Midazolam Injection has not been evaluated for use as an intramuscular premedicant in children.
In patients with renal impairment (creatinine clearance <10ml/min) the pharmacokinetics of unbound midazolam following a single IV dose is similar to that reported in healthy volunteers. However, after prolonged infusion in intensive care unit (ICU) patients, the mean duration of the sedative effect in the renal failure population was considerably increased most likely due to accumulation of α-hydroxymidazolam glucuronide.
There is no specific data in patients with severe renal impairment (creatinine clearance below 30 ml/min) receiving midazolam for induction of anaesthesia.
Hepatic impairment reduces the clearance of i.v. midazolam with a subsequent increase in terminal half-life. Therefore, the clinical effects may be stronger and prolonged. The required dose of midazolam may be reduced and proper monitoring of vital signs should be established (See section 4.4).
See above and section 4.4
For the administration of Midazolam Injection, the patient should be placed in a supine position and remain there throughout the procedure. Resuscitation facilities should always be available and a second person fully trained in the use of such equipment should always be present. It is recommended that patients should remain under medical supervision until at least 1 hour has elapsed from the time of injection. They should always be accompanied home by a responsible adult.
Patients who have received Midazolam Injection alone for IV sedation prior to minor procedures should be warned not to drive or operate machinery for 12 hours. Where midazolam is used concurrently with other central nervous system depressants (e.g. potent analgesics) recovery may be prolonged. Patients should therefore be assessed carefully before being allowed to go home or resume normal activities.

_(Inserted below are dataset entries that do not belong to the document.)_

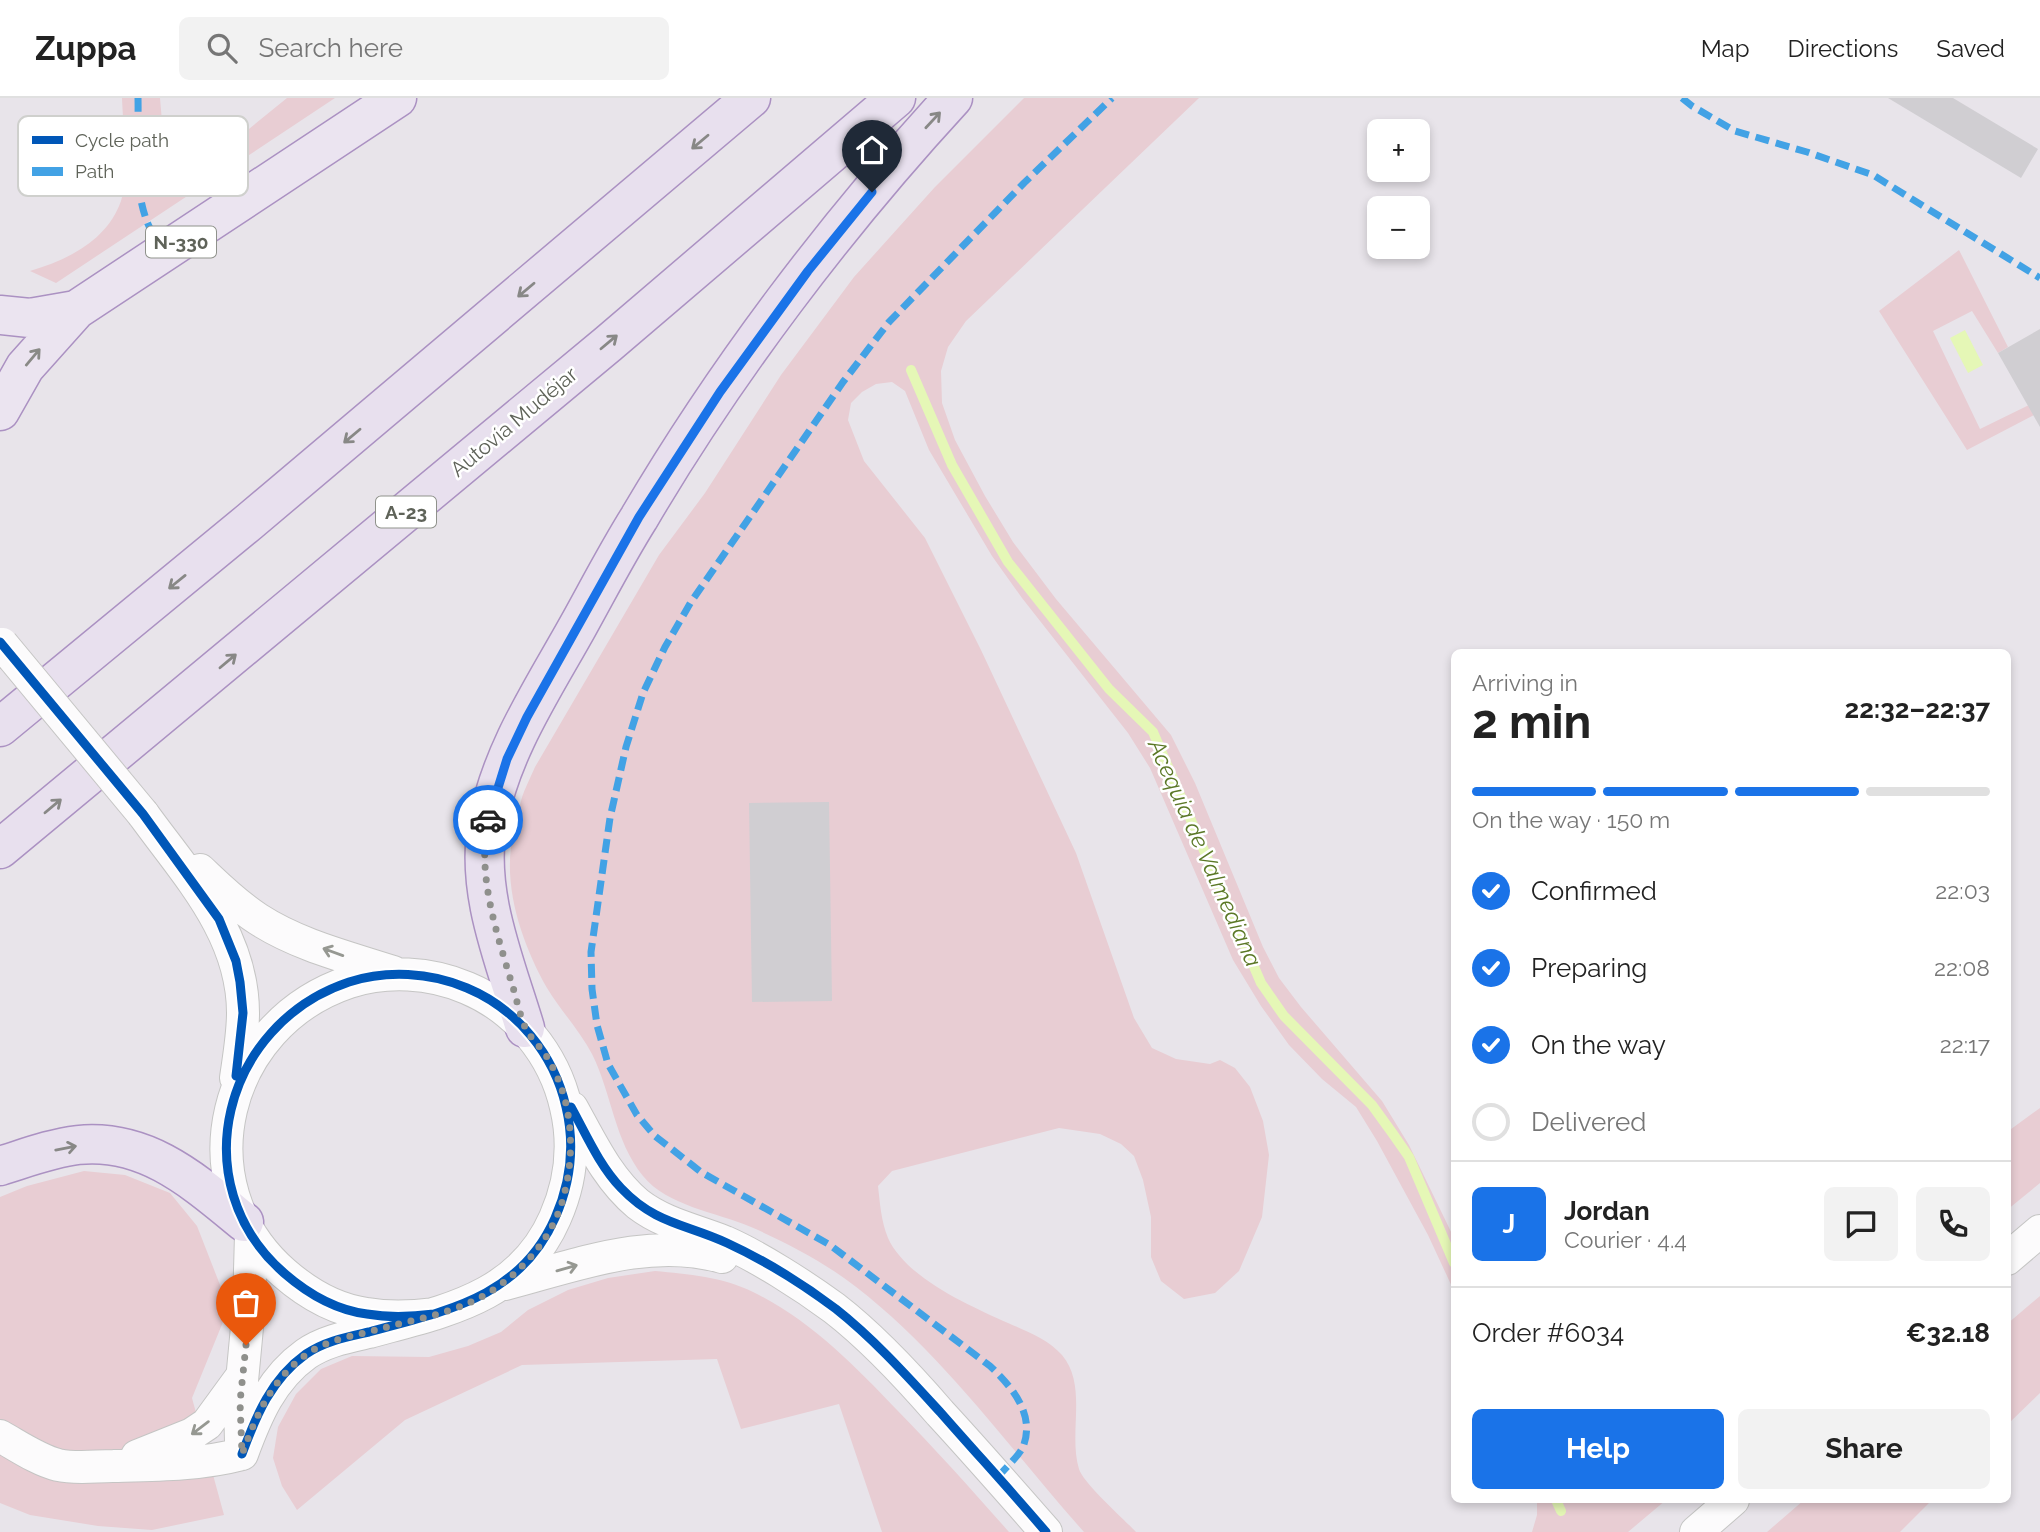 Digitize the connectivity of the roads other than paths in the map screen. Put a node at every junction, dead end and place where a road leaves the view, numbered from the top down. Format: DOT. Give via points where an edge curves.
graph roads {
  1 [pos="397,98"];
  2 [pos="751,98"];
  3 [pos="896,98"];
  4 [pos="953,98"];
  5 [pos="76,310"];
  6 [pos="0,315"];
  7 [pos="0,411"];
  8 [pos="1,642"];
  9 [pos="0,727"];
  10 [pos="143,814"];
  11 [pos="0,849"];
  12 [pos="397,974"];
  13 [pos="525,1028"];
  14 [pos="562,1090"];
  15 [pos="233,1098"];
  16 [pos="0,1166"];
  17 [pos="248,1228"];
  18 [pos="2040,1231"];
  19 [pos="2011,1256"];
  20 [pos="779,1273"];
  21 [pos="500,1285"];
  22 [pos="434,1314"];
  23 [pos="243,1375"];
  24 [pos="0,1436"];
  25 [pos="242,1454"];
  26 [pos="87,1467"];
  27 [pos="1730,1503"];
  28 [pos="1046,1532"];
  29 [pos="1696,1532"];
  1 -- 5 [label="highway, N-330"];
  2 -- 9 [label="highway, one-way"];
  11 -- 3 [label="highway, Autovía Mudéjar / A-23, one-way"];
  13 -- 4 [label="highway, one-way" via="495,930 485,863 487,824 507,759 639,517 720,392 808,271"];
  5 -- 6 [label="highway, N-330" via="30,318"];
  7 -- 5 [label="highway, N-330, one-way" via="25,367"];
  8 -- 10 [label="street, bridge"];
  12 -- 10 [label="street, one-way" via="287,936 258,919"];
  10 -- 15 [label="street" via="219,919 236,961 243,1013"];
  12 -- 13 [label="street" via="433,977 467,988 498,1005"];
  12 -- 15 [label="street" via="361,978 326,990 295,1009 268,1034 247,1064"];
  13 -- 14 [label="street" via="547,1057"];
  14 -- 20 [label="street" via="604,1167 639,1204"];
  14 -- 21 [label="street" via="571,1162 564,1198 549,1231 527,1261"];
  15 -- 17 [label="street" via="227,1161 233,1192"];
  16 -- 17 [label="highway, one-way" via="70,1147 122,1147 182,1172"];
  17 -- 22 [label="street" via="273,1263 299,1286 330,1303 399,1318"];
  17 -- 23 [label="street" via="249,1306"];
  18 -- 19 [label="street"];
  21 -- 20 [label="street, one-way" via="602,1257 654,1250 712,1255"];
  20 -- 28 [label="street" via="867,1336"];
  21 -- 22 [label="street" via="468,1303"];
  22 -- 25 [label="street" via="330,1342 303,1356 265,1399"];
  23 -- 25 [label="street"];
  23 -- 26 [label="street, one-way" via="207,1424 192,1434 152,1452"];
  24 -- 26 [label="street" via="59,1465"];
  25 -- 26 [label="street"];
  27 -- 29 [label="street"];
}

Like other benzodiazepines, midazolam commonly causes drowsiness, ataxia, dysarthria and nystagmus. Overdose of midazolam is seldom life-threatening if the drug is taken alone, but may lead to areflexia, apnoea, hypotension, cardiorespiratory depression and in rare cases to coma. Coma, if it occurs, usually lasts a few hours but it may be more protracted and cyclical, particularly in elderly patients. Benzodiazepine respiratory depressant effects are more serious in patients with respiratory disease.
Benzodiazepines increase the effects of other central nervous system depressants, including alcohol.

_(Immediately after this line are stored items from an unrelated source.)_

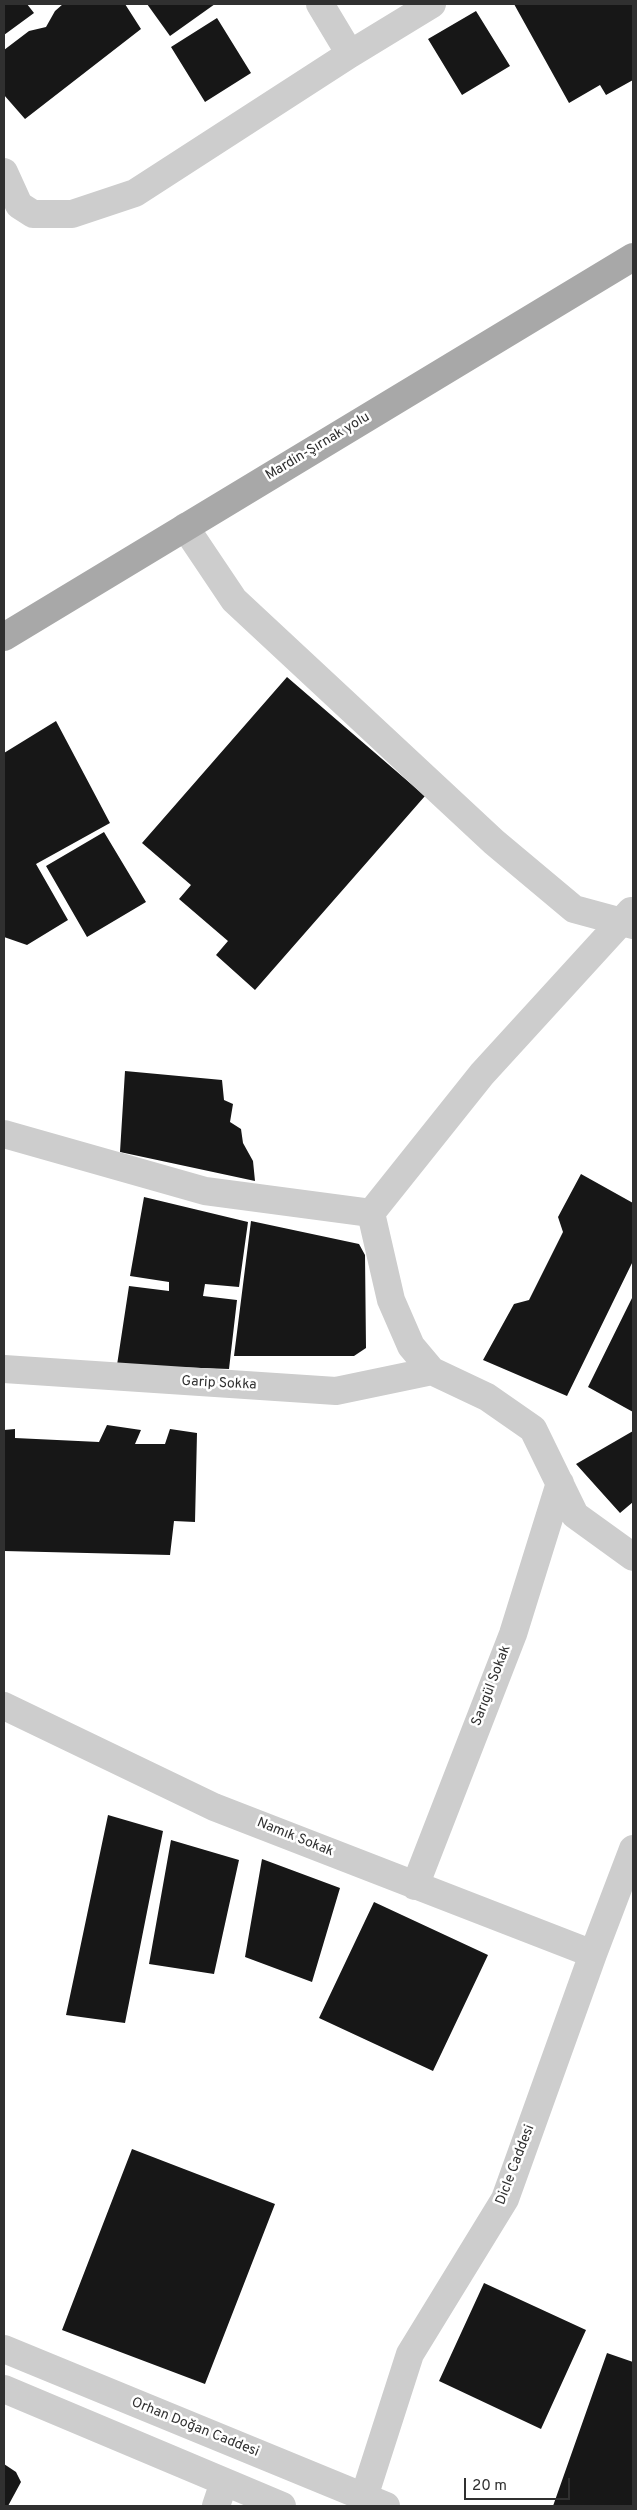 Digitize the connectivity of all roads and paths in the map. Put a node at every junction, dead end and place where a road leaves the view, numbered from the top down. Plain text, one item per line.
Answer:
1 (320, 4) edge
2 (432, 4) edge
3 (350, 54) junction
4 (4, 172) edge
5 (633, 257) edge
6 (185, 527) junction
7 (4, 637) edge
8 (629, 918) edge
9 (4, 1134) edge
10 (370, 1213) junction
11 (4, 1369) edge
12 (432, 1371) junction
13 (560, 1483) junction
14 (633, 1557) edge
15 (4, 1706) edge
16 (633, 1849) edge
17 (415, 1886) junction
18 (593, 1954) junction
19 (4, 2349) edge
20 (4, 2389) edge
21 (220, 2494) edge
22 (375, 2502) edge
23 (282, 2506) edge

1 - 3 street
2 - 3 street
3 - 4 street
5 - 6 main road, Mardin-Şırnak yolu
6 - 7 main road, Mardin-Şırnak yolu
6 - 8 street
8 - 10 street
9 - 10 street
10 - 12 street
11 - 12 street, Garip Sokka
12 - 13 street
13 - 14 street
13 - 17 street, Sarıgül Sokak
15 - 17 street, Namık Sokak
16 - 18 street, Dicle Caddesi
17 - 18 street, Namık Sokak
18 - 22 street, Dicle Caddesi
19 - 22 street, Orhan Doğan Caddesi
20 - 21 street
21 - 23 street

Monitor the patient’s vital signs and institute supportive measures as indicated by the patient’s clinical state. In particular, patients may require symptomatic treatment for cardiorespiratory effects or central nervous system effects.
If taken orally further absorption should be prevented using an appropriate method e.g. treatment within 1-2 hours with activated charcoal. If activated charcoal is used airway protection is imperative for drowsy patients. In case of mixed ingestion gastric lavage may be considered, however not as a routine measure.

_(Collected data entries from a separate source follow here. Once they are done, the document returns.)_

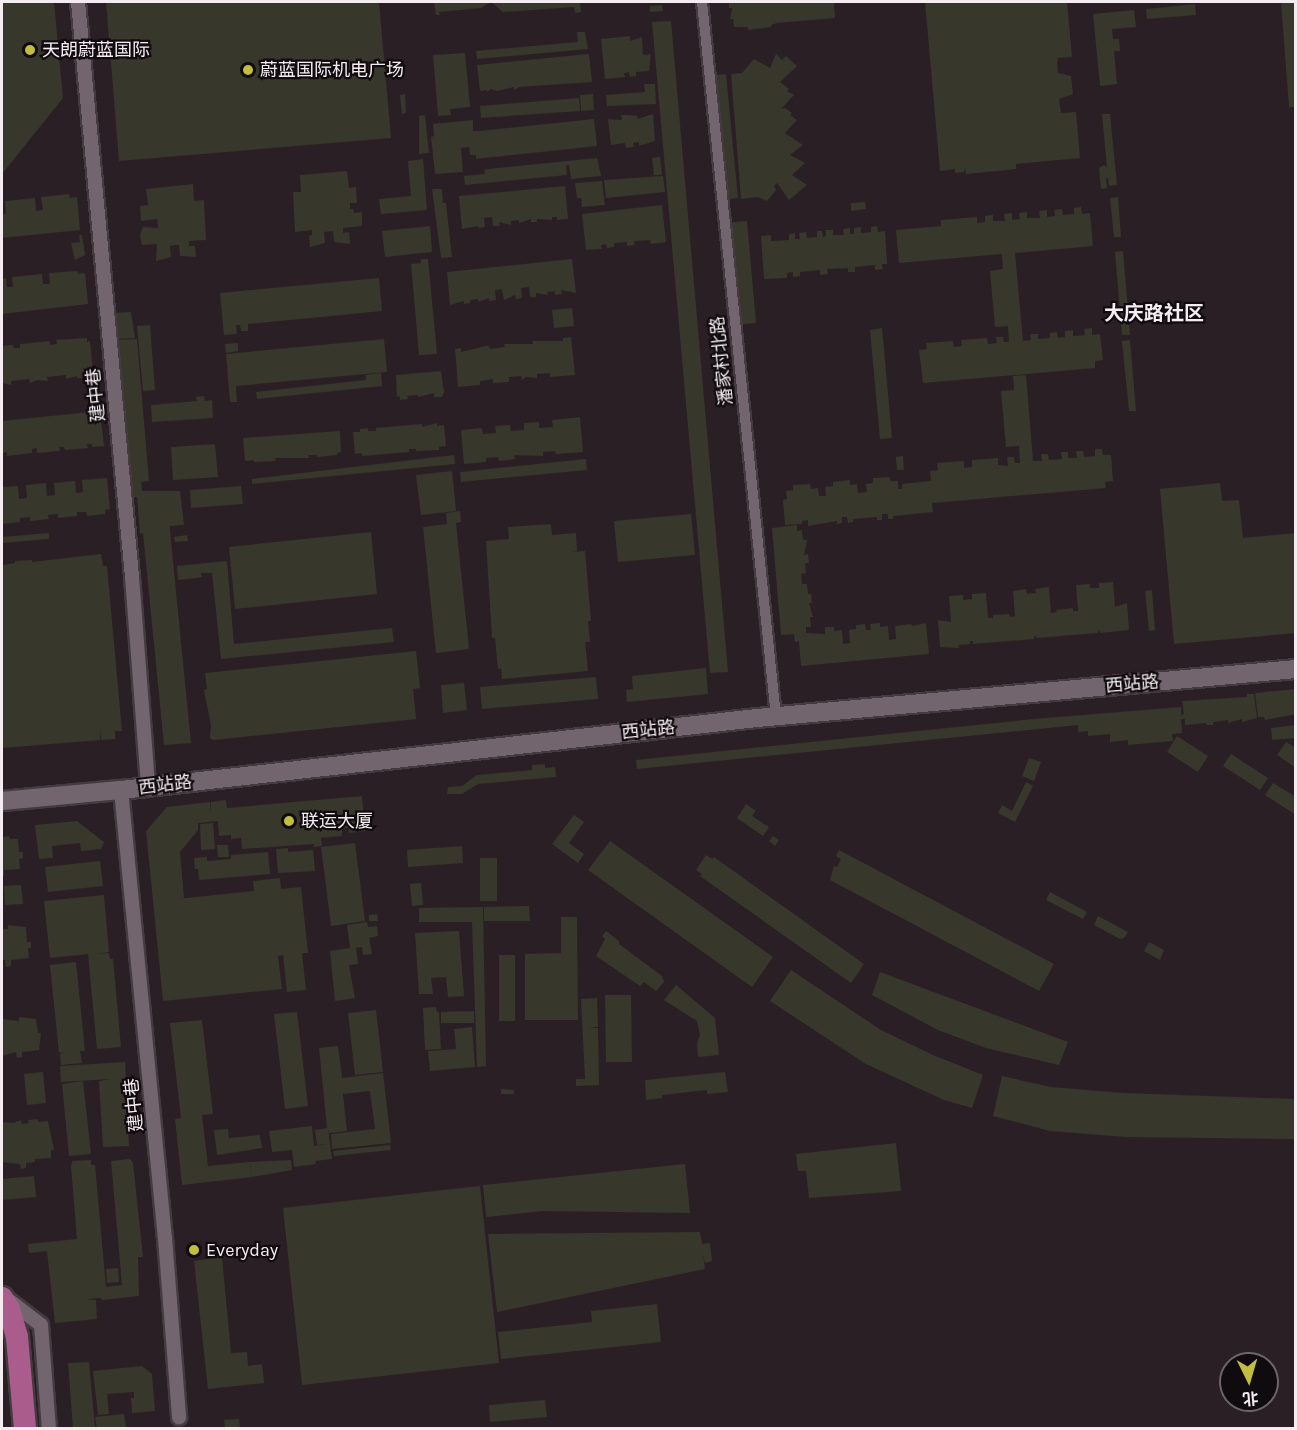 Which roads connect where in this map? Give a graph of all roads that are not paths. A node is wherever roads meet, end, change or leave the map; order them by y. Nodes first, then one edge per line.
1 (78, 2) edge
2 (702, 2) edge
3 (1296, 669) edge
4 (776, 717) junction
5 (148, 786) junction
6 (121, 790) junction
7 (2, 801) edge
8 (2, 1296) edge
9 (179, 1417) dead end
10 (25, 1428) edge
11 (49, 1428) edge

1 - 5 street, 建中巷
2 - 4 street, 潘家村北路
3 - 4 street, 西站路
4 - 5 street, 西站路
5 - 6 street, 西站路
6 - 7 street, 西站路
6 - 9 street, 建中巷
8 - 10 main road
8 - 11 street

If CNS depression is severe consider the use of flumazenil, a benzodiazepine antagonist. This should only be administered under closely monitored conditions. It has a short half-life (about an hour), therefore patients administered flumazenil will require monitoring after its effects have worn off. Flumazenil is to be used with extreme caution in the presence of drugs that reduce seizure threshold (e.g. tricyclic antidepressants). Refer to the prescribing information for flumazenil, for further information on the correct use of this drug.
The correct information for using Flumazenil can also be obtained from the UK National Poison Information Service by calling on the following telephone number. Tel: 0844-892-0111 (directs caller to relevant local centre.)
Unopened: 3 years.
After reconstitution: not applicable.
After first opening: not applicable.
Protect from light.
Store below 25°C.
Clear One Point Cut (OPC) 2ml & 10ml glass ampoules, glass type I, Ph. Eur.
Pack sizes: 5 × 2ml ampoules; 10 × 2ml ampoules. 5 × 10ml ampoules; 10 × 10ml ampoules
Not all pack sizes may be marketed.
If only part used, discard the remaining solution.
Any unused medicinal product or waste material should be disposed of in accordance with local requirements.